Chronique de Bernard Ginisty du 10 novembre 2025

L’intelligence artificielle (IA) est en train de bousculer nos modes de penser, d’agir, de gouverner, avec une rapidité croissante. S’il est un lieu où cette révolution se vit avec « incandescence », c’est celui des armées. On ne s’étonnera pas que le diocèse aux armées françaises se soit emparé de cette question. Sa « Lettre aux amis » de la Toussaint 2025 me paraît avoir su, en quatre pages, nous introduire à une réflexion de fond sur cette question. Elle s’intitule « L ‘intelligence artificielle ne connaît ni la vie, ni la mort, ni l’amour, pas plus que le vrai, le bien, le beau » (1).

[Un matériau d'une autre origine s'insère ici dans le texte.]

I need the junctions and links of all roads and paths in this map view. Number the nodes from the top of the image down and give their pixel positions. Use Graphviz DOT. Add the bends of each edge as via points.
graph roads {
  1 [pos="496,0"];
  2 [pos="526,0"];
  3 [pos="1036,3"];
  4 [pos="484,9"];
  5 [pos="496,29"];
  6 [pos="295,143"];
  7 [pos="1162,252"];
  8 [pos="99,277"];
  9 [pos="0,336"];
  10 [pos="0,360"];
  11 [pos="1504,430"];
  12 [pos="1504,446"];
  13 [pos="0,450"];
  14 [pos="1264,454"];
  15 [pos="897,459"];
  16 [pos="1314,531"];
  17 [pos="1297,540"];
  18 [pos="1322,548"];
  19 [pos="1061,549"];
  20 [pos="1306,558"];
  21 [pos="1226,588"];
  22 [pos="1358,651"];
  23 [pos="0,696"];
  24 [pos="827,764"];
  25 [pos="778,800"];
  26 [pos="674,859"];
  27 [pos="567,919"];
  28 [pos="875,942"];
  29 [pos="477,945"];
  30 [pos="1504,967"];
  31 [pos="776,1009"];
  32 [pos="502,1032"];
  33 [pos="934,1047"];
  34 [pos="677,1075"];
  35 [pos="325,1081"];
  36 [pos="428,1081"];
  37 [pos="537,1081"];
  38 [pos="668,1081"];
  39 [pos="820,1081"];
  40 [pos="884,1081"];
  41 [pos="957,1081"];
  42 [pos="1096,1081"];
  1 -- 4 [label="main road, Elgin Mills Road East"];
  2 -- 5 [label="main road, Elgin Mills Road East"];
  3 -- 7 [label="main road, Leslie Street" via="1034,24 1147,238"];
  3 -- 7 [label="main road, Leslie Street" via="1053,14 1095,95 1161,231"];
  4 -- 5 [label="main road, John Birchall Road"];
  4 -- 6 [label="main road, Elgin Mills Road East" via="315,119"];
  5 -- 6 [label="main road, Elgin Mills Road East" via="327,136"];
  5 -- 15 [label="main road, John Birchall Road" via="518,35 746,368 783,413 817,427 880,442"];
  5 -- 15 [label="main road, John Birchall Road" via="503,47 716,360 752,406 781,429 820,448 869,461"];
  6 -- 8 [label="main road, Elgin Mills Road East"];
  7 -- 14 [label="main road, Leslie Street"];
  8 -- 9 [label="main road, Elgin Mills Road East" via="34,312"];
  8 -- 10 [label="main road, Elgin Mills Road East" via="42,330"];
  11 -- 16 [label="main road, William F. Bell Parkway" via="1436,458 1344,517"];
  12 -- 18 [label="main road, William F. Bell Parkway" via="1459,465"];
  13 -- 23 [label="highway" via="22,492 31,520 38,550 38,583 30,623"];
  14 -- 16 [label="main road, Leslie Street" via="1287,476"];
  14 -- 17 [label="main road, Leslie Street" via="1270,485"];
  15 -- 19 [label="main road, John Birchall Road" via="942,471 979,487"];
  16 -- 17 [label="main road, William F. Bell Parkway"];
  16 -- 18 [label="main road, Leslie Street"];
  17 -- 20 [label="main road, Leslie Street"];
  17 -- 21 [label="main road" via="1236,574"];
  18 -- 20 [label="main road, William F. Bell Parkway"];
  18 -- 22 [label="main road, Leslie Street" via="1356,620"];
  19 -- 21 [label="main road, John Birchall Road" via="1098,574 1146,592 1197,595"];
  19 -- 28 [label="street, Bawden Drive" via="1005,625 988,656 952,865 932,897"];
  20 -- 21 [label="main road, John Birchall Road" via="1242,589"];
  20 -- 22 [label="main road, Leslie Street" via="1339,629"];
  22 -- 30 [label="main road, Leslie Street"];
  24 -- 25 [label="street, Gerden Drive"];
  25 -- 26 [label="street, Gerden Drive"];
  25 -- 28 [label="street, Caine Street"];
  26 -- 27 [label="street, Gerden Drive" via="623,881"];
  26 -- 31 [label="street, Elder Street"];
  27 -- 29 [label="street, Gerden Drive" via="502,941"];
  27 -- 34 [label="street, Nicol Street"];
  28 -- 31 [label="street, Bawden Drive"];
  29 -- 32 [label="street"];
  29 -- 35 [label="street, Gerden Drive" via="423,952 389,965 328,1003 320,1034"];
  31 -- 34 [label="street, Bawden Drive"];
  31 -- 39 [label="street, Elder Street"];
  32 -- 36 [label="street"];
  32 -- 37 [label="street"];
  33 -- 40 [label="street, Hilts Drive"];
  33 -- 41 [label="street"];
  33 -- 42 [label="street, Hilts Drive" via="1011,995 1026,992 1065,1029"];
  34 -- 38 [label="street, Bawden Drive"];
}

L’armée est un lieu qui vit des questions cruciales de notre société : « Les équipements militaires ont subi de profondes mutations, Robots, drones, torpilles et autres armes transformables en systèmes autonomes, régis par les algorithmes d’IA inaugurent une troisième révolution majeure comparable à celle de la poudre à canon et de la bombe atomique (…) Elle bouleverse déjà le champ de bataille. Ainsi du front de l’Est où l’usage combiné des drones et de l’IA transforme radicalement le traitement de l’information. La capacité de calcul y dépasse largement le cadre technique pour devenir un critère capital de puissance. L’IA en reconfigurant les hiérarchies entre États, entreprises et blocs géopolitiques redéfinit la souveraineté d’acteurs hybrides où intérêts publics et privés se confondent ».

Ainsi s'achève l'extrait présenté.